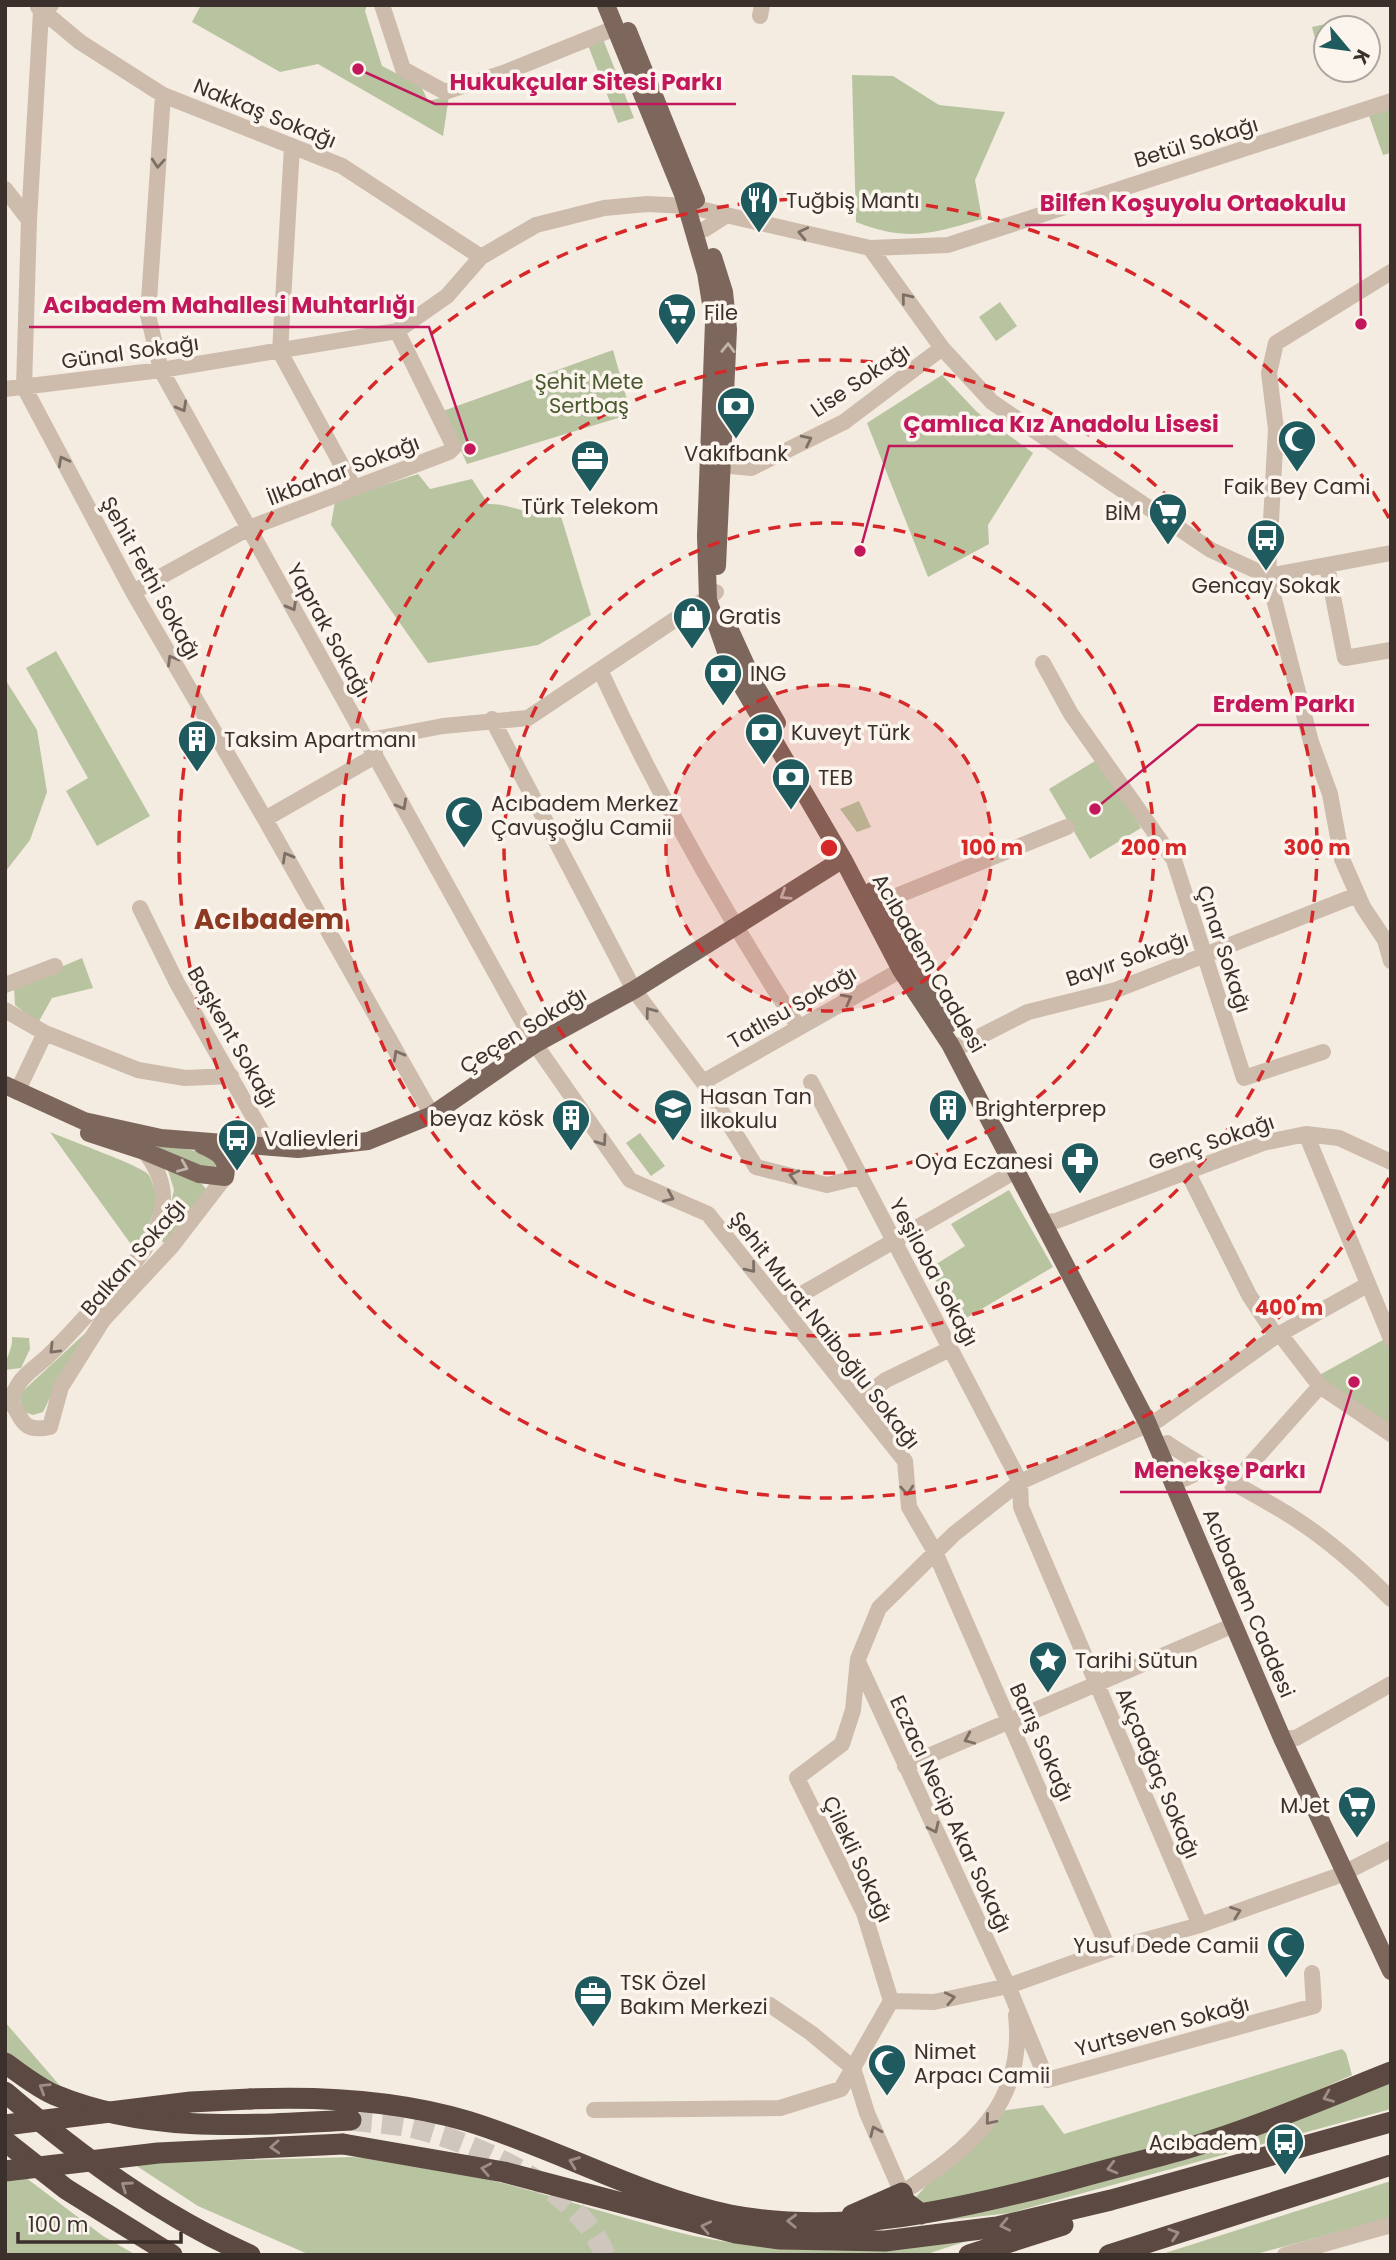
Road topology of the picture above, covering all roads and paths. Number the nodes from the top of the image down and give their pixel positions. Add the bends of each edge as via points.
1 (382, 5) edge
2 (606, 5) edge
3 (617, 5) edge
4 (43, 7) edge
5 (615, 28) junction
6 (163, 95) junction
7 (1391, 101) edge
8 (292, 147) junction
9 (5, 189) edge
10 (687, 207) junction
11 (727, 215) junction
12 (29, 220) junction
13 (705, 229) junction
14 (870, 248) junction
15 (481, 257) junction
16 (1391, 272) edge
17 (397, 331) junction
18 (942, 348) junction
19 (280, 352) junction
20 (161, 370) junction
21 (23, 387) junction
22 (5, 389) edge
23 (721, 465) junction
24 (353, 486) junction
25 (249, 528) junction
26 (1391, 553) edge
27 (1327, 566) junction
28 (1268, 576) junction
29 (133, 592) junction
30 (712, 595) junction
31 (1391, 650) edge
32 (1043, 663) dead end
33 (600, 670) junction
34 (492, 719) junction
35 (375, 756) junction
36 (265, 818) junction
37 (1066, 827) dead end
38 (843, 859) junction
39 (1357, 895) junction
40 (879, 903) junction
41 (140, 908) dead end
42 (734, 927) junction
43 (1203, 956) junction
44 (1391, 961) edge
45 (55, 966) dead end
46 (901, 970) junction
47 (5, 985) edge
48 (634, 990) junction
49 (5, 999) edge
50 (9, 1013) edge
51 (798, 1026) junction
52 (45, 1033) junction
53 (535, 1044) junction
54 (956, 1045) junction
55 (1323, 1052) dead end
56 (231, 1076) junction
57 (703, 1082) junction
58 (811, 1082) dead end
59 (9, 1092) edge
60 (432, 1115) junction
61 (1306, 1134) junction
62 (197, 1143) junction
63 (244, 1145) junction
64 (271, 1148) junction
65 (144, 1150) junction
66 (1391, 1162) edge
67 (1017, 1170) junction
68 (1187, 1171) junction
69 (225, 1177) junction
70 (860, 1177) junction
71 (630, 1180) joint
72 (1050, 1222) junction
73 (894, 1242) junction
74 (1367, 1285) junction
75 (781, 1306) junction
76 (1276, 1336) junction
77 (1391, 1339) edge
78 (950, 1349) junction
79 (1320, 1386) junction
80 (8, 1398) edge
81 (858, 1401) junction
82 (1152, 1421) junction
83 (1391, 1434) edge
84 (1167, 1443) junction
85 (1205, 1469) junction
86 (1184, 1479) junction
87 (1020, 1482) junction
88 (1232, 1485) junction
89 (935, 1552) junction
90 (1391, 1600) edge
91 (1234, 1625) junction
92 (858, 1660) junction
93 (1097, 1684) junction
94 (1391, 1685) edge
95 (1009, 1721) junction
96 (1289, 1738) junction
97 (905, 1766) junction
98 (1391, 1849) edge
99 (1352, 1868) junction
100 (1200, 1925) junction
101 (1391, 1941) edge
102 (1109, 1950) junction
103 (1391, 1971) edge
104 (1312, 1973) dead end
105 (1008, 1986) junction
106 (891, 2001) junction
107 (770, 2006) dead end
108 (5, 2063) edge
109 (853, 2068) junction
110 (1391, 2071) edge
111 (5, 2092) edge
112 (254, 2106) junction
113 (594, 2110) dead end
114 (1391, 2122) edge
115 (5, 2124) edge
116 (5, 2141) edge
117 (1308, 2145) junction
118 (1391, 2165) edge
119 (5, 2171) edge
120 (902, 2193) junction
121 (921, 2214) junction
122 (837, 2222) junction
123 (1391, 2225) edge
124 (172, 2255) edge
125 (250, 2255) edge
126 (969, 2255) edge
127 (1109, 2255) edge
128 (1285, 2255) edge

1 - 5 street via 403,69 445,92
2 - 5 main road, Acıbadem Caddesi
3 - 10 main road, Acıbadem Caddesi via 688,174
4 - 6 street, Nakkaş Sokağı via 80,42
4 - 12 street
5 - 10 main road, Acıbadem Caddesi
6 - 8 street, Nakkaş Sokağı
6 -> 20 street, Yaprak Sokağı via 148,315
7 - 14 street, Betül Sokağı via 947,245
8 - 15 street, Nakkaş Sokağı via 342,166
8 - 19 street
9 - 12 street
10 - 11 street, Betül Sokağı
10 - 13 main road, Acıbadem Caddesi
10 - 15 street, Günal Sokağı via 604,208 536,225
10 - 30 main road, Acıbadem Caddesi via 714,322 706,536
11 - 13 street
14 -> 11 street, Betül Sokağı
12 - 21 street
23 -> 13 main road, Acıbadem Caddesi via 728,329
18 -> 14 street
15 - 17 street, Günal Sokağı via 447,296
16 - 28 street via 1276,343 1269,373 1276,429
17 - 19 street, Günal Sokağı
17 - 24 street, İlkbahar Sokağı via 453,447
23 -> 18 street, Lise Sokağı via 751,468 844,422
18 - 28 street via 992,402 1050,443 1211,550
19 - 20 street, Günal Sokağı
19 - 24 street
20 - 21 street, Günal Sokağı
20 -> 25 street, Yaprak Sokağı
21 - 22 street, Günal Sokağı
29 -> 21 street, Şehit Fethi Sokağı
23 - 30 main road, Acıbadem Caddesi
24 - 25 street, İlkbahar Sokağı
25 - 29 street, İlkbahar Sokağı
25 -> 35 street, Yaprak Sokağı
26 - 27 street
27 - 28 street
27 - 31 street via 1345,658
28 - 39 street via 1311,742 1330,794 1342,859
36 -> 29 street, Şehit Fethi Sokağı
30 - 33 street
30 - 38 main road, Acıbadem Caddesi via 732,669
30 - 40 main road, Acıbadem Caddesi via 755,685
32 - 43 street, Çınar Sokağı via 1071,713 1174,860
33 - 34 street via 528,718
33 - 42 street
34 - 35 street via 375,739
34 - 48 street
35 - 36 street
35 -> 53 street, Yaprak Sokağı
60 -> 36 street, Şehit Fethi Sokağı
37 - 40 street
38 -> 42 main road, Çeçen Sokağı
38 - 46 main road, Acıbadem Caddesi
39 - 43 street, Bayır Sokağı
39 - 44 street via 1385,940
40 - 54 main road, Acıbadem Caddesi via 917,964
41 - 56 street, Başkent Sokağı
42 - 48 main road, Çeçen Sokağı
42 - 51 street
43 - 54 street, Bayır Sokağı via 1116,990 1028,1012
43 - 55 street, Çınar Sokağı via 1244,1078
45 - 47 street
51 -> 46 street, Tatlısu Sokağı
46 - 54 main road, Acıbadem Caddesi
48 - 53 main road, Çeçen Sokağı
57 -> 48 street
49 - 50 street
50 - 52 street
51 - 57 street, Tatlısu Sokağı
52 - 56 street via 138,1070 185,1078
52 - 59 street
53 - 60 main road, Çeçen Sokağı
53 -> 71 street, Yaprak Sokağı
54 - 67 main road, Acıbadem Caddesi
54 - 72 main road, Acıbadem Caddesi
56 - 64 street, Başkent Sokağı
70 -> 57 street via 828,1185 756,1167
58 - 70 street, Yeşiloba Sokağı
59 - 62 main road, Çeçen Sokağı via 84,1121
59 - 65 main road via 78,1129
60 - 64 main road, Çeçen Sokağı via 368,1141
61 - 66 street, Genç Sokağı via 1339,1139
61 - 68 street, Genç Sokağı via 1263,1143
61 - 74 street
62 - 63 main road, Çeçen Sokağı
62 - 69 main road, Çeçen Sokağı via 223,1157
63 - 64 main road, Çeçen Sokağı
63 - 69 main road
65 -> 69 main road via 199,1174
65 -> 80 street, Balkan Sokağı via 158,1172 165,1197 145,1251 24,1375
67 - 72 main road, Acıbadem Caddesi
67 - 73 street
68 - 72 street, Genç Sokağı
68 - 76 street
69 - 80 street, Balkan Sokağı via 172,1247 103,1320 61,1387 50,1427 34,1430 24,1425
70 - 73 street, Yeşiloba Sokağı
71 -> 75 street, Şehit Murat Naiboğlu Sokağı via 708,1214
72 - 82 main road, Acıbadem Caddesi
73 - 75 street
73 - 78 street, Yeşiloba Sokağı
74 - 76 street
74 - 77 street
75 - 81 street, Şehit Murat Naiboğlu Sokağı
76 - 79 street via 1283,1338
76 - 82 street
78 - 81 street via 886,1380
78 - 87 street, Yeşiloba Sokağı
79 - 83 street
79 - 88 street
81 -> 89 street, Şehit Murat Naiboğlu Sokağı via 905,1461 909,1507
82 - 84 main road, Acıbadem Caddesi
82 - 87 street
82 - 91 main road, Acıbadem Caddesi
84 - 85 street
84 - 86 main road, Acıbadem Caddesi
85 - 86 street
85 - 88 street
86 - 96 main road, Acıbadem Caddesi
87 - 89 street
87 - 93 street, Akçaağaç Sokağı via 1021,1507
88 - 90 street via 1295,1518
89 - 92 street via 879,1608
89 - 95 street, Barış Sokağı
91 - 93 street
91 - 96 main road, Acıbadem Caddesi
92 - 97 street, Eczacı Necip Akar Sokağı
92 - 106 street, Çilekli Sokağı via 853,1710 842,1744 797,1778 864,1913
93 - 95 street
93 - 100 street, Akçaağaç Sokağı
94 - 96 street
95 -> 97 street
95 - 102 street, Barış Sokağı
96 - 99 main road, Acıbadem Caddesi
97 -> 105 street, Eczacı Necip Akar Sokağı
98 - 99 street
100 -> 99 street
99 - 101 main road, Acıbadem Caddesi
99 - 103 main road, Acıbadem Caddesi
100 - 102 street
102 - 105 street
104 - 105 street, Yurtseven Sokağı via 1314,2006 1046,2080
106 -> 105 street via 934,2002
105 -> 120 street via 1017,2029 1014,2066 1000,2108 977,2135
106 - 109 street
107 - 109 street
112 -> 108 highway via 351,2120 260,2124 157,2120 52,2094
109 - 113 street via 841,2089 780,2108
120 -> 109 street
110 -> 121 highway via 1186,2149
125 -> 111 highway via 140,2195
112 - 115 highway, bridge via 97,2113
122 -> 112 highway via 762,2220 717,2211 635,2186 468,2122 415,2109 353,2100
114 - 117 highway
116 - 124 highway via 66,2189
117 -> 119 highway, bridge via 998,2227 885,2241 736,2233 504,2172 343,2144 158,2153
117 - 126 highway
127 -> 118 highway
120 - 121 highway via 904,2201
120 - 122 highway
121 - 122 highway
123 - 128 street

------------------------------------------------

#### [Your assignment]
Find and copy each line above holding "Genç".

#### [Solved exercise]
61 - 66 street, Genç Sokağı via 1339,1139
61 - 68 street, Genç Sokağı via 1263,1143
68 - 72 street, Genç Sokağı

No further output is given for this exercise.